Defendants shall be punished by a fine of KRW 500,000.

The Defendants did not pay each of the above fines.

Reasons

Punishment of the crime

1. While Defendant A constructed a D building at the time of sowing to the representative director of the Co., Ltd., but did not receive construction payment from the creative rate of Co., Ltd., the main owner of the construction, and was exercising the right of retention on the said building, Defendant A was willing to avoid entering the said commercial building by the person related to the said company, etc. from entering the said commercial building.
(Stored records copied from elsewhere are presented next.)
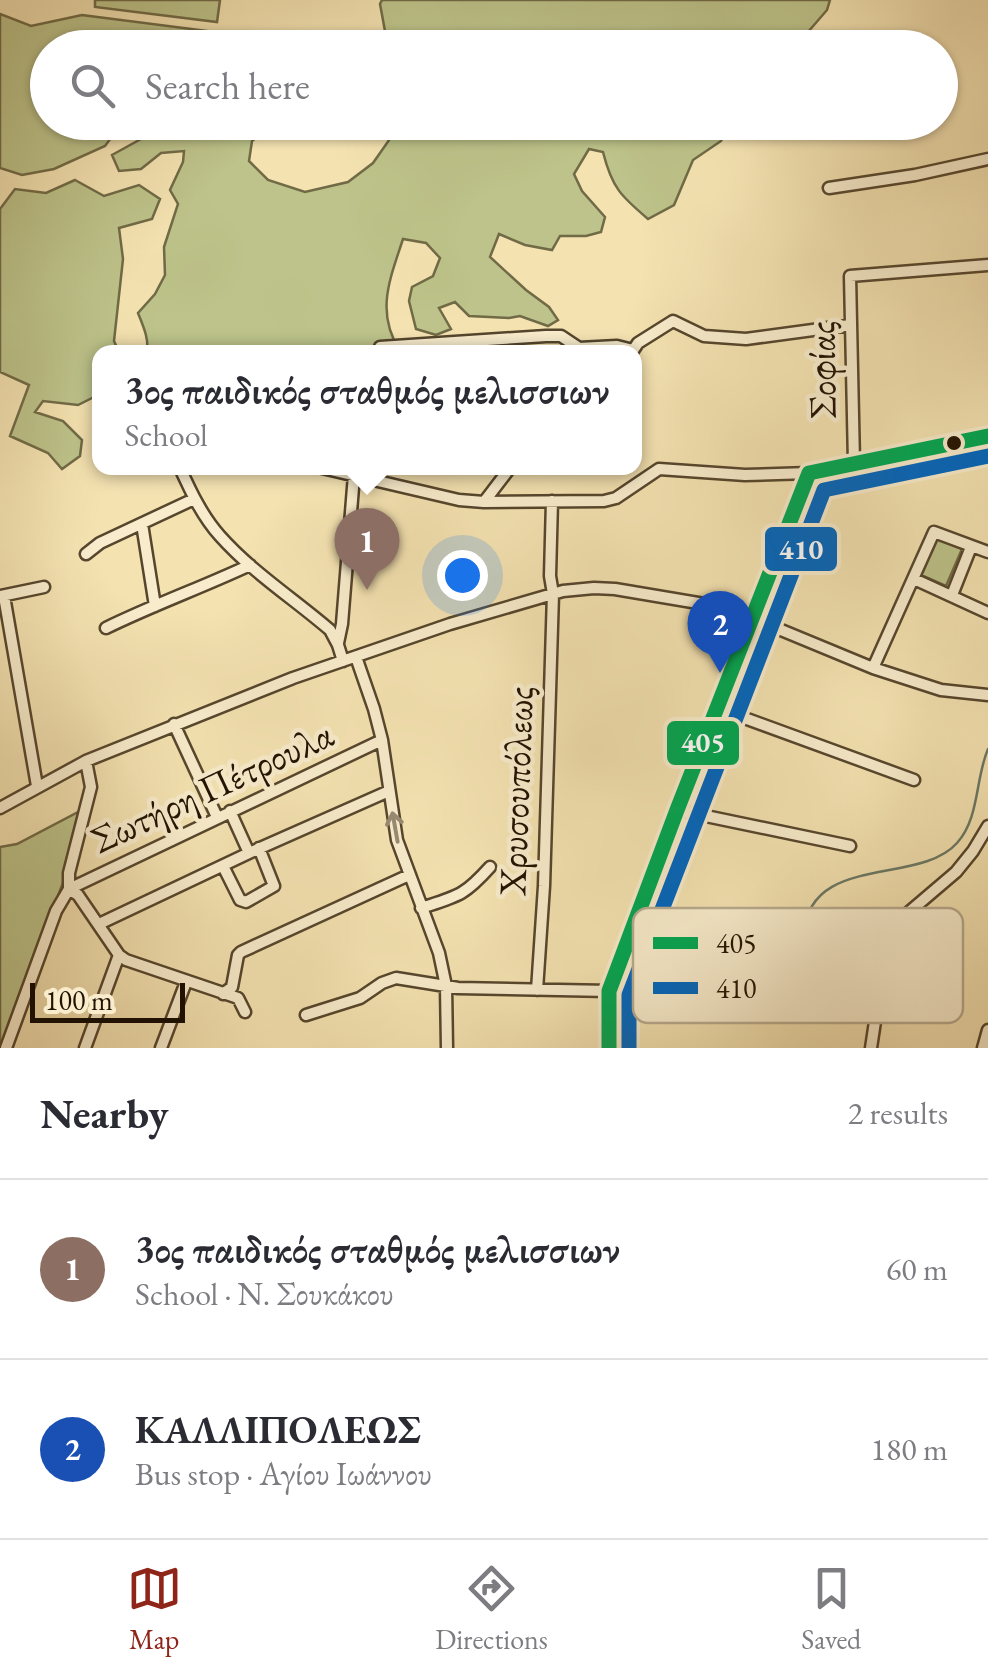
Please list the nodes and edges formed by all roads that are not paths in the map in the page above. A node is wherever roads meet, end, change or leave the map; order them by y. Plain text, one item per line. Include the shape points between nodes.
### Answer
1 (988, 159) edge
2 (829, 188) dead end
3 (988, 265) edge
4 (850, 325) junction
5 (410, 345) edge
6 (575, 345) edge
7 (636, 345) edge
8 (988, 436) edge
9 (854, 463) junction
10 (809, 473) junction
11 (183, 475) edge
12 (354, 475) joint
13 (505, 475) edge
14 (194, 499) junction
15 (552, 501) junction
16 (484, 502) junction
17 (142, 524) junction
18 (971, 548) junction
19 (988, 552) edge
20 (86, 554) dead end
21 (250, 564) junction
22 (914, 578) junction
23 (44, 587) dead end
24 (552, 594) junction
25 (2, 596) edge
26 (952, 596) junction
27 (155, 606) junction
28 (988, 612) edge
29 (752, 618) junction
30 (106, 628) dead end
31 (338, 645) junction
32 (356, 657) junction
33 (343, 661) junction
34 (873, 668) junction
35 (988, 695) edge
36 (717, 708) junction
37 (174, 724) junction
38 (382, 740) junction
39 (86, 761) junction
40 (914, 780) dead end
41 (37, 786) junction
42 (389, 791) junction
43 (0, 808) edge
44 (677, 810) junction
45 (230, 811) junction
46 (217, 817) junction
47 (988, 826) edge
48 (850, 846) dead end
49 (254, 850) junction
50 (223, 866) junction
51 (490, 867) dead end
52 (409, 875) junction
53 (69, 889) junction
54 (422, 908) junction
55 (640, 908) edge
56 (914, 908) edge
57 (99, 924) junction
58 (633, 927) edge
59 (119, 955) junction
60 (186, 982) junction
61 (446, 986) junction
62 (537, 990) junction
63 (633, 990) edge
64 (609, 991) junction
65 (223, 994) junction
66 (244, 1012) dead end
67 (306, 1015) dead end
68 (875, 1023) edge
69 (988, 1030) edge
70 (6, 1048) edge
71 (85, 1048) edge
72 (162, 1048) edge
73 (446, 1048) edge
74 (609, 1048) edge
75 (871, 1048) edge
76 (982, 1048) edge

1 - 2 street
3 - 4 street, Σοφίας via 850,276
4 - 7 street via 746,339 704,336 673,321
4 - 9 street, Σοφίας
5 - 6 street via 546,336
8 - 9 street
9 - 10 street
10 - 15 street via 659,469 616,498
10 - 29 street
11 - 14 street
12 - 16 street
12 - 31 street
13 - 16 street
14 - 17 street
14 - 21 street
15 - 16 street
15 - 24 street, Χρυσουπόλεως
17 - 20 street
17 - 27 street
18 - 19 street
18 - 22 street via 934,532
18 - 26 street
21 - 27 street
21 - 31 street via 330,630
22 - 26 street
22 - 34 street
23 - 25 street
24 - 29 street via 614,589
24 - 32 street
24 - 62 street, Χρυσουπόλεως
25 - 41 street
26 - 28 street
27 - 30 street
29 - 34 street
29 - 36 street
31 - 33 street
32 - 33 street
32 - 38 street
33 - 37 street
34 - 35 street via 941,690
36 - 40 street
36 - 44 street
37 - 39 street
37 - 46 street
38 - 42 street
38 - 45 street, Σωτήρη Πέτρουλα
39 - 41 street
39 - 53 street via 91,787
41 - 43 street
42 - 49 street
52 -> 42 street
44 - 48 street
44 - 55 street
45 - 46 street, Σωτήρη Πέτρουλα
45 - 49 street
46 - 53 street, Σωτήρη Πέτρουλα
47 - 56 street via 956,872
49 - 50 street
49 - 50 street via 274,886 246,902
50 - 57 street
51 - 54 street via 469,890
52 - 54 street
52 - 65 street via 241,952 232,987
53 - 57 street
53 - 70 street
54 - 61 street
57 - 59 street
58 - 64 street
59 - 60 street
59 - 71 street
60 - 65 street
60 - 72 street
61 - 62 street
61 - 67 street via 396,978
61 - 73 street
62 - 64 street
63 - 64 street
64 - 74 street
65 - 66 street via 238,998
68 - 75 street
69 - 76 street

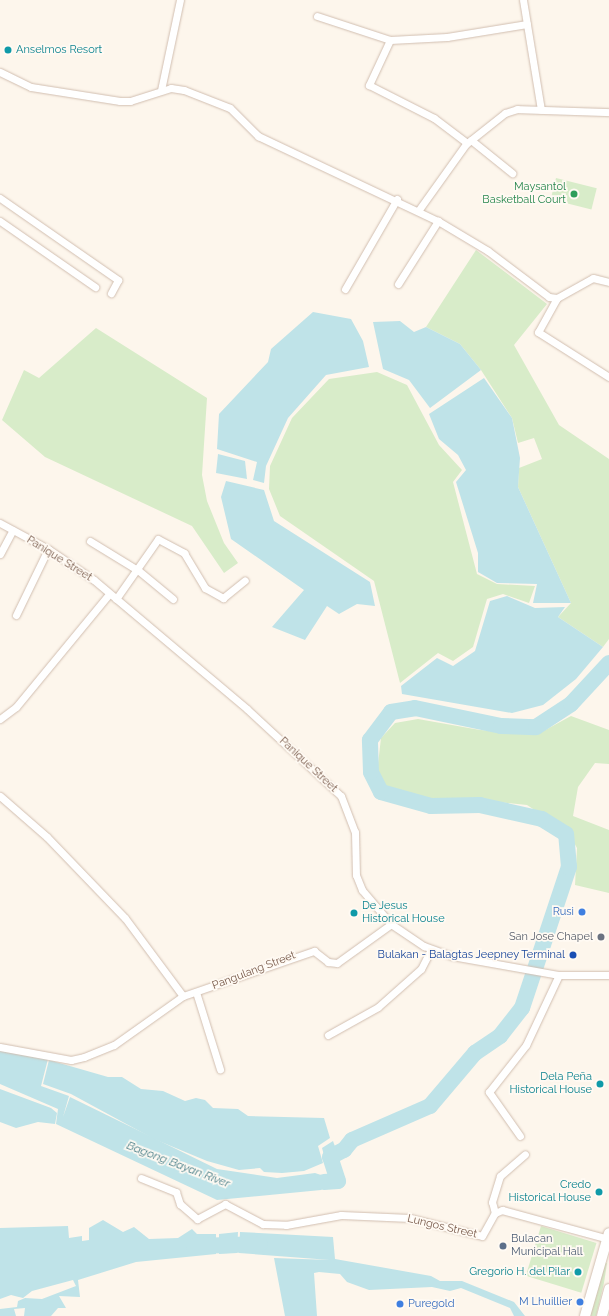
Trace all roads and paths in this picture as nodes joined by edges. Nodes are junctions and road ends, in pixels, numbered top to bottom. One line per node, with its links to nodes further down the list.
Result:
1 (180, 0): 7 (street)
2 (523, 0): 4 (street)
3 (317, 16): 5 (street)
4 (527, 24): 5 (street); 8 (street)
5 (390, 40): 10 (street)
6 (0, 72): 7 (street)
7 (161, 90): 13 (street)
8 (541, 110): 9 (street); 10 (street)
9 (609, 112)
10 (469, 142): 11 (street); 14 (street)
11 (512, 173)
12 (0, 198): 21 (street)
13 (397, 199): 14 (street); 20 (street)
14 (418, 211): 16 (street)
15 (0, 221): 19 (street)
16 (438, 221): 18 (street); 22 (street)
17 (609, 282): 22 (street)
18 (398, 284)
19 (95, 286)
20 (345, 289)
21 (111, 294)
22 (557, 298): 23 (street)
23 (609, 377)
24 (0, 523): 25 (street, Panique Street)
25 (13, 530): 27 (street, Panique Street); 28 (street)
26 (90, 541): 29 (street)
27 (48, 549): 31 (street, Panique Street); 34 (street)
28 (0, 554)
29 (139, 571): 30 (street); 32 (street); 33 (street)
30 (245, 580)
31 (109, 594): 32 (street, Panique Street); 35 (street)
32 (116, 599): 37 (street, Panique Street)
33 (173, 599)
34 (16, 615)
35 (0, 719)
36 (0, 796): 42 (street)
37 (391, 924): 38 (street, Panique Street); 41 (street, Pangulang Street)
38 (431, 949): 39 (street, Panique Street); 43 (street)
39 (559, 975): 40 (street, Panique Street); 46 (street)
40 (609, 975)
41 (196, 992): 42 (street, Pangulang Street); 45 (street)
42 (183, 996): 44 (street, Pangulang Street)
43 (328, 1035)
44 (0, 1047)
45 (220, 1069)
46 (520, 1136)
47 (525, 1154): 49 (street)
48 (141, 1178): 49 (street, Lungos Street)
49 (495, 1213): 50 (street)
50 (609, 1238): 51 (main road)
51 (590, 1294): 52 (main road); 53 (main road)
52 (608, 1294): 54 (main road)
53 (585, 1316)
54 (602, 1316)

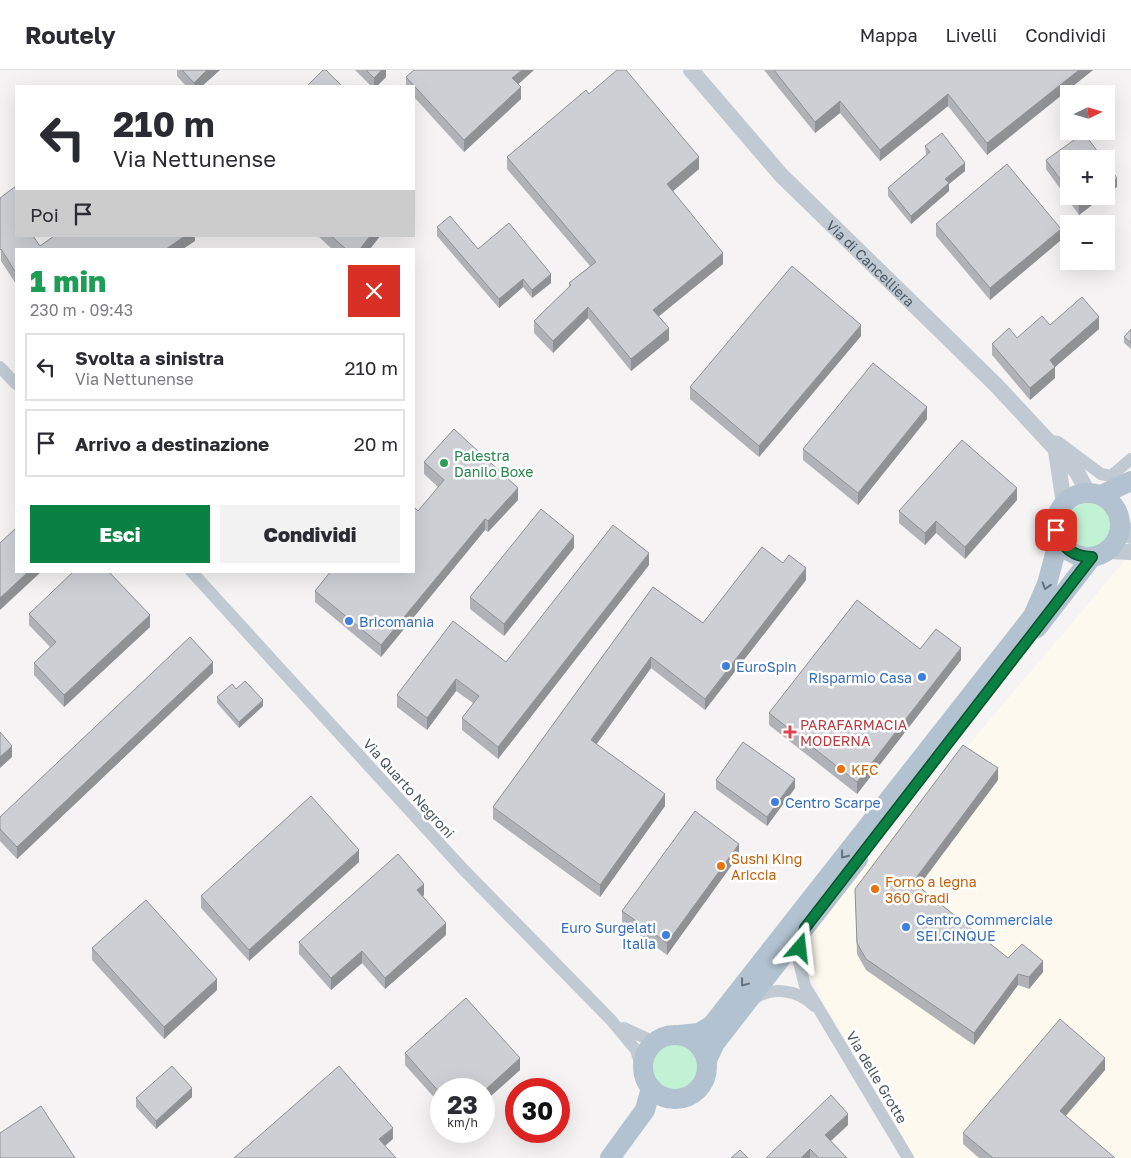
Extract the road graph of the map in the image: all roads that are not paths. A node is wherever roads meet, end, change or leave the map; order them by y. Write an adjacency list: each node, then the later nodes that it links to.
1 (691, 70): 4 (street, Via di Cancelliera)
2 (0, 367): 3 (street)
3 (15, 383)
4 (1052, 446): 5 (street); 7 (street, Via di Cancelliera); 8 (street)
5 (1131, 459)
6 (1131, 481): 7 (main road)
7 (1094, 494): 8 (main road); 9 (main road)
8 (1064, 504): 10 (main road)
9 (1125, 519): 12 (main road)
10 (1059, 539): 12 (main road); 18 (main road, one-way to 18)
11 (1131, 552): 12 (street)
12 (1100, 554): 14 (main road)
13 (193, 573): 17 (street, Via Quarto Negroni)
14 (805, 928): 15 (main road); 16 (street, Via delle Grotte)
15 (744, 1006): 16 (street, Via delle Grotte); 20 (main road)
16 (819, 1012): 23 (street, Via delle Grotte)
17 (611, 1020): 19 (street, Via Quarto Negroni); 21 (street, Via Quarto Negroni)
18 (679, 1035): 19 (main road); 20 (main road)
19 (654, 1042): 21 (main road)
20 (706, 1060): 21 (main road)
21 (653, 1086): 22 (main road)
22 (610, 1158)
23 (908, 1158)

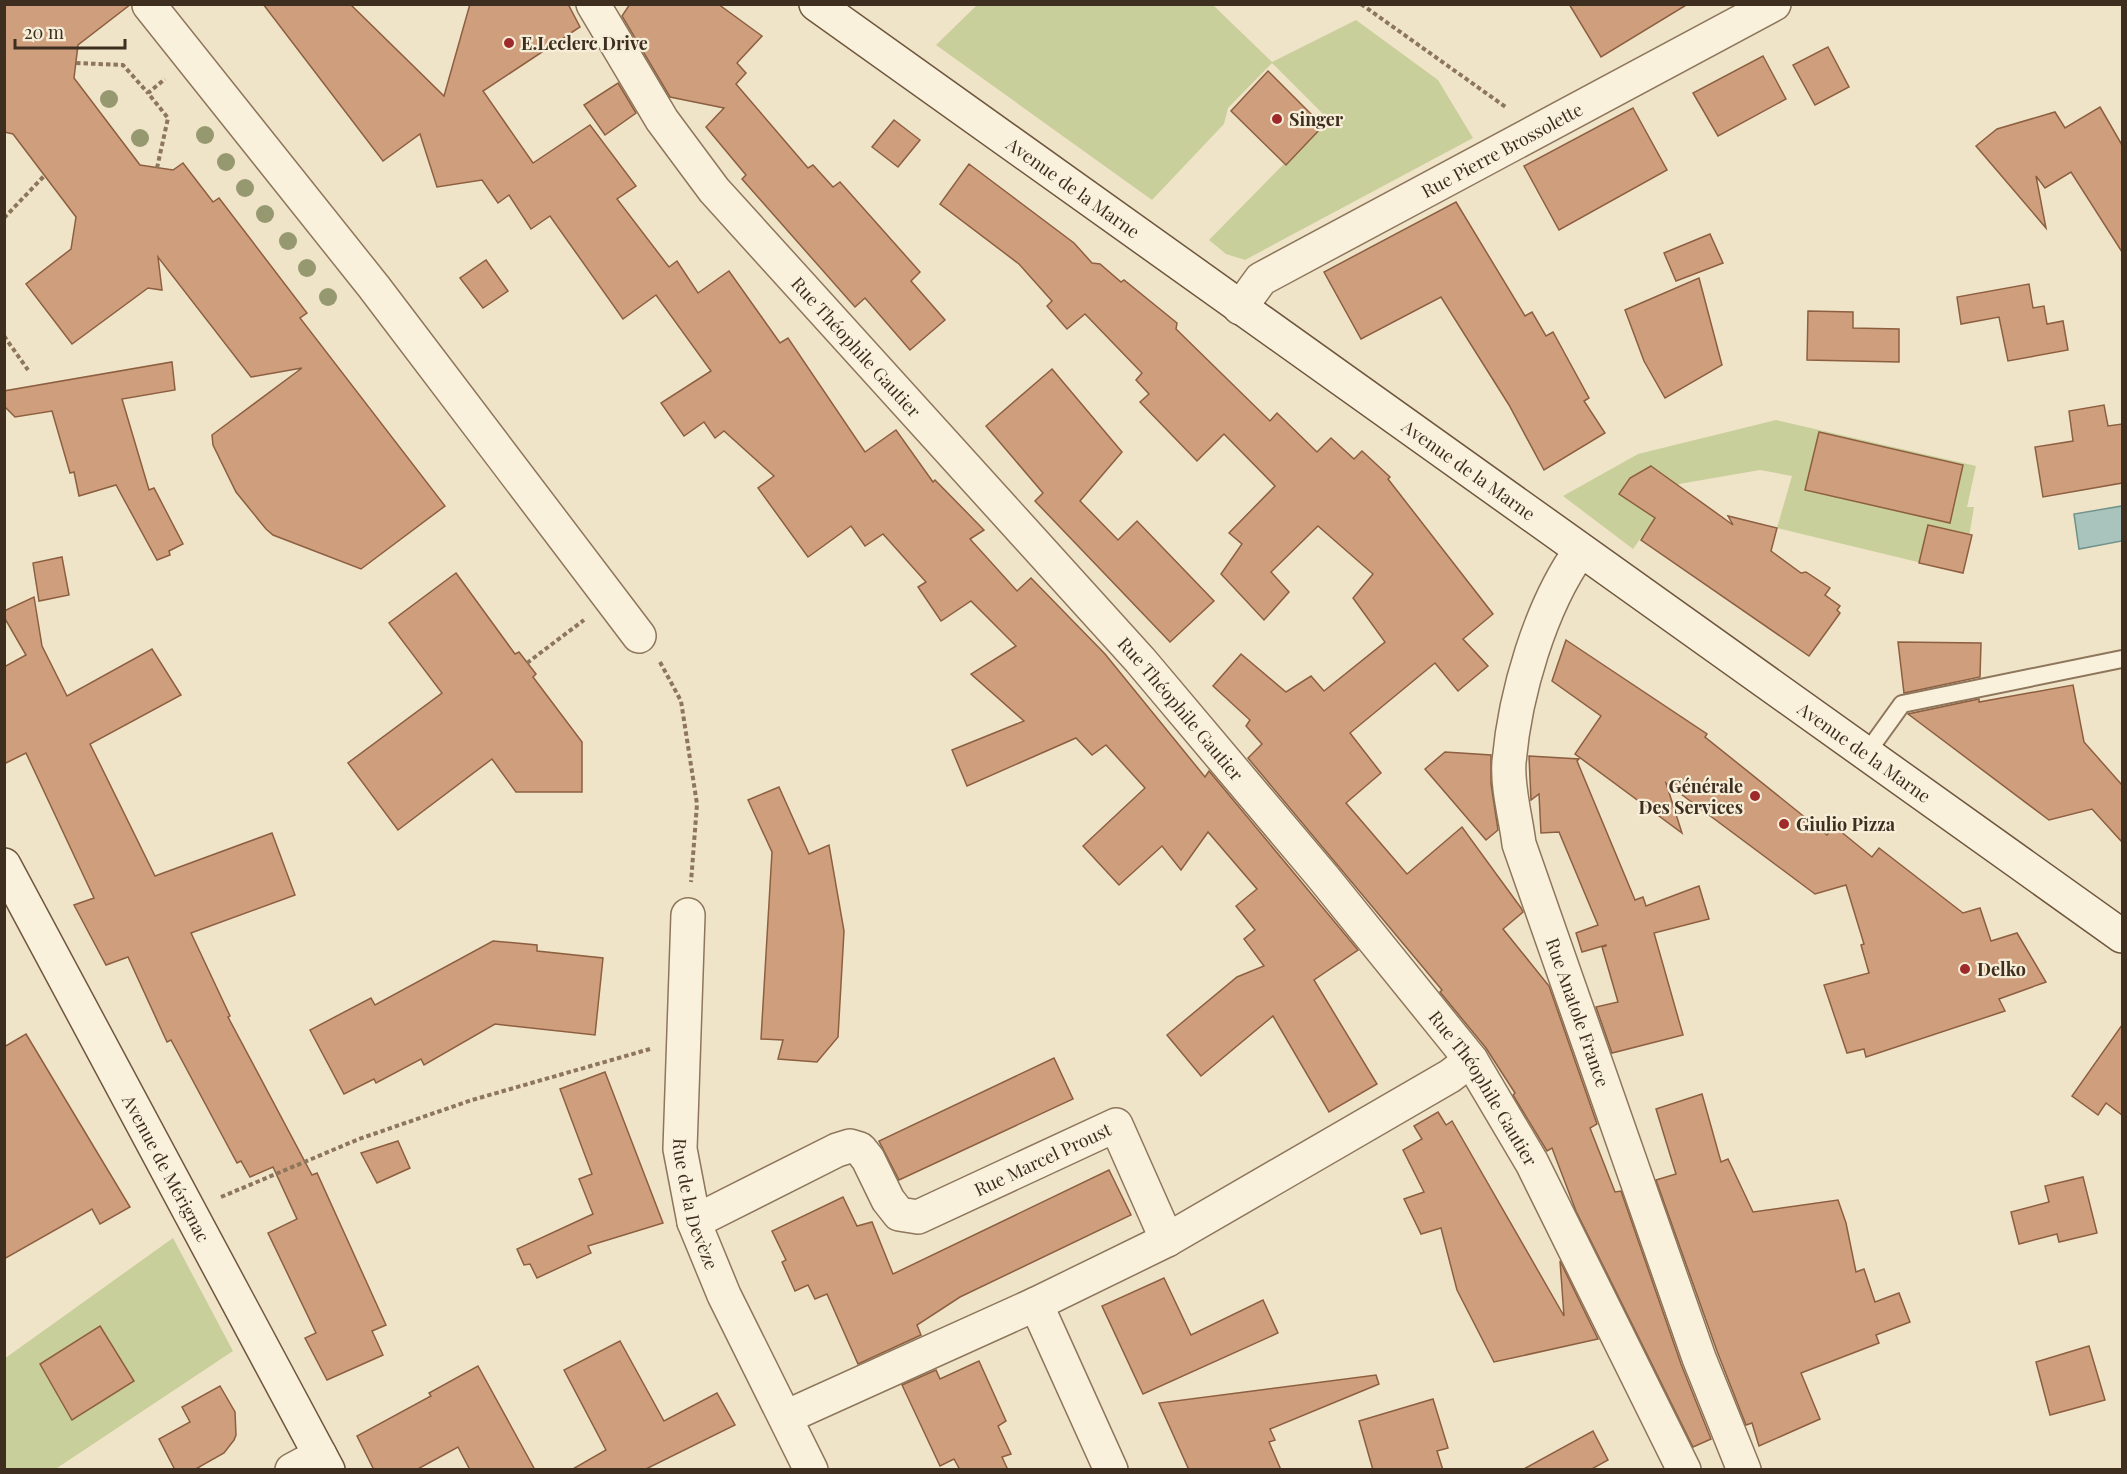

On January 26, 2017, the Defendant had B, who is an employee of the Defendant, install a studs (stopdown straws) on the wall around the sixth floor elevator in order to prevent other people from entering the sixth floor of the above building.

As a result, the Defendant instigated the Defendant to damage the front wall around the six-story elevator of the above building that was owned by the victim corporation for common use.

2. Defendant B, as described in the preceding paragraph, destroyed the above building by installing a hip column (stoppy mV) on the front wall around the sixth elevator of the building in which the victim corporation’s asset management loan was owned in common at the time and place specified in the preceding paragraph.

Summary of Evidence

1. The Defendants’ respective legal statements

1. Protocol concerning the interrogation of suspects by the prosecution against the Defendants

1. Statement made by the police for E;

1. Complaint;

1. On-site photographs and investigation reports (on-site photographs of the entrance and exit of the elevator of D building) (the Defendants asserted that since they engaged in any act described in the facts charged for the legitimate exercise of their rights as lien holders, such act constitutes justifiable acts as stipulated in Article 20

However, in order to prevent the deprivation of possession by the Defendants, it is difficult to see that the act of installing ten poppy volts on the wall around the instant elevator with a 10 poppy V was reasonable in its means and method, and that such act was an urgent and inevitable means.

shall not be deemed to exist.

Therefore, the Defendants’ assertion.